── Extracted information

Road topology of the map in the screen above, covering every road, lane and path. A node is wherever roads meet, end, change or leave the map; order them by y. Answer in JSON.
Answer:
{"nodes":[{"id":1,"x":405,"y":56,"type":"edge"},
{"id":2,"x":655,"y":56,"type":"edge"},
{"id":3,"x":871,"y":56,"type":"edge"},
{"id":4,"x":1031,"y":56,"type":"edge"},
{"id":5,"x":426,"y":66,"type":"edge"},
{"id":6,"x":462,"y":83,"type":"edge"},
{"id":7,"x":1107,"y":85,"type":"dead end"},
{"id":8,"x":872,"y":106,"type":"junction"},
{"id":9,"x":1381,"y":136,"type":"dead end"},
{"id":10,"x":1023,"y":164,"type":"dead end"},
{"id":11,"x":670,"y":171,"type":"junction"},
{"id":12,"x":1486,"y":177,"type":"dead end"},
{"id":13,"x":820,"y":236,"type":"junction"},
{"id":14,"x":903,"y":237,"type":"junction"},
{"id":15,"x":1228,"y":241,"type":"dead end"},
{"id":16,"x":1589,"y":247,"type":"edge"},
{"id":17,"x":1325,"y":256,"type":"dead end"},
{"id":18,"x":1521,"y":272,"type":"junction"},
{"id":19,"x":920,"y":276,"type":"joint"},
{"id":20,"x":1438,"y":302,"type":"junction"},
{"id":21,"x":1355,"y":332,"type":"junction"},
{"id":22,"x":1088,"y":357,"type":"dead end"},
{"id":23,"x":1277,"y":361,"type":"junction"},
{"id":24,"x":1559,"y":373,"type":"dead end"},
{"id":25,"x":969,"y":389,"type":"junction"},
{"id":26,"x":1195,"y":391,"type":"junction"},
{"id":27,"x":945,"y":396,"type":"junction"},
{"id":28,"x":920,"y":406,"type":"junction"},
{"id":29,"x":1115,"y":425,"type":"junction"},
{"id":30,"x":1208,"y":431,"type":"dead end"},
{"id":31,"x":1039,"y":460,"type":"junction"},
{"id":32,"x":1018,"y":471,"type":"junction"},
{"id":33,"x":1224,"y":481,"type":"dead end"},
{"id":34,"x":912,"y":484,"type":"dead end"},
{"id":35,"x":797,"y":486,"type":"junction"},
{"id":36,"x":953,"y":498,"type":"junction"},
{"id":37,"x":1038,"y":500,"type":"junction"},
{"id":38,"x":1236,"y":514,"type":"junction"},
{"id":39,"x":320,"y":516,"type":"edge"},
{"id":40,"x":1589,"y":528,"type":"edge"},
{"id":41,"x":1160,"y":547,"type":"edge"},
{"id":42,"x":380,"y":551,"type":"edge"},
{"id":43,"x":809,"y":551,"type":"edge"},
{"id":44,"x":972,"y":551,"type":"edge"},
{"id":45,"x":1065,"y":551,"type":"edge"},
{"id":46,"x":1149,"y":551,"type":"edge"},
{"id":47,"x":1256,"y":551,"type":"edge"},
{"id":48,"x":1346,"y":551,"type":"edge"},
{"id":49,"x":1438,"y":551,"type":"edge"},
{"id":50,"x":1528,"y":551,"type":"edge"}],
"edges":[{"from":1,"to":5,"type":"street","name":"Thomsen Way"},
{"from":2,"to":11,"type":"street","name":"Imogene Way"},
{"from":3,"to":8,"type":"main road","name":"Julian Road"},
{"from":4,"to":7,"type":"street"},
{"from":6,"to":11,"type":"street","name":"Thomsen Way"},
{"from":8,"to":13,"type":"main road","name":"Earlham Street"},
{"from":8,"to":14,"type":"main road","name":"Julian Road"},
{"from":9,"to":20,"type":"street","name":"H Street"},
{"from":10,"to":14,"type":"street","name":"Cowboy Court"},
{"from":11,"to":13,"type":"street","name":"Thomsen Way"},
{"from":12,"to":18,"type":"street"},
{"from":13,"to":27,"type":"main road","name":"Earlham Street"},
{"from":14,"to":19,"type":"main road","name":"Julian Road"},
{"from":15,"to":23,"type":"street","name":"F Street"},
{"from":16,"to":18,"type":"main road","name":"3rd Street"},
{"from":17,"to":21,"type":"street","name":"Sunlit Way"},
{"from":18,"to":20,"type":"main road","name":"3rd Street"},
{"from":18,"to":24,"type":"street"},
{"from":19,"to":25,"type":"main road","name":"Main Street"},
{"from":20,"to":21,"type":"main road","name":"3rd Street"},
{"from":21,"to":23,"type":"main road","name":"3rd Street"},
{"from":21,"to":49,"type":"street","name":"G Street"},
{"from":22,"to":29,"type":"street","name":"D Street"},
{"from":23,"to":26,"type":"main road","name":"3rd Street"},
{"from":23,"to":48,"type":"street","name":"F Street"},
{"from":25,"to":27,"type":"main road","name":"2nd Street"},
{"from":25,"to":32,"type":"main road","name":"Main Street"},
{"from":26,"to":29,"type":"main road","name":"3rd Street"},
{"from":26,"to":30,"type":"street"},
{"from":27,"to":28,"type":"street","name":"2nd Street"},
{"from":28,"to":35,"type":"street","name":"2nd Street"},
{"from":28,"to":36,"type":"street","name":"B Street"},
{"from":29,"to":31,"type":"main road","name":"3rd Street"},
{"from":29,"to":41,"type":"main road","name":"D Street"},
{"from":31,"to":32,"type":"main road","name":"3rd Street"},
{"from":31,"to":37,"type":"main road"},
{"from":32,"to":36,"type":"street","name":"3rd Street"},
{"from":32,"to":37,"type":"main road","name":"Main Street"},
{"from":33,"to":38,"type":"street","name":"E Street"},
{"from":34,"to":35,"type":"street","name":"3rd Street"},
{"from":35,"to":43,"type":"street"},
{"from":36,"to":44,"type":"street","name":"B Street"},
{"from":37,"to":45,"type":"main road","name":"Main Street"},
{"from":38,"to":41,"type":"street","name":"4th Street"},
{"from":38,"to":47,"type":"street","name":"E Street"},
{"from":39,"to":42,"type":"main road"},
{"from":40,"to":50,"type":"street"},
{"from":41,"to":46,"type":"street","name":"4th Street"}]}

────

About this task:
The expected result is every line above containing the string "dead".

Written response:
{"id":7,"x":1107,"y":85,"type":"dead end"},
{"id":9,"x":1381,"y":136,"type":"dead end"},
{"id":10,"x":1023,"y":164,"type":"dead end"},
{"id":12,"x":1486,"y":177,"type":"dead end"},
{"id":15,"x":1228,"y":241,"type":"dead end"},
{"id":17,"x":1325,"y":256,"type":"dead end"},
{"id":22,"x":1088,"y":357,"type":"dead end"},
{"id":24,"x":1559,"y":373,"type":"dead end"},
{"id":30,"x":1208,"y":431,"type":"dead end"},
{"id":33,"x":1224,"y":481,"type":"dead end"},
{"id":34,"x":912,"y":484,"type":"dead end"},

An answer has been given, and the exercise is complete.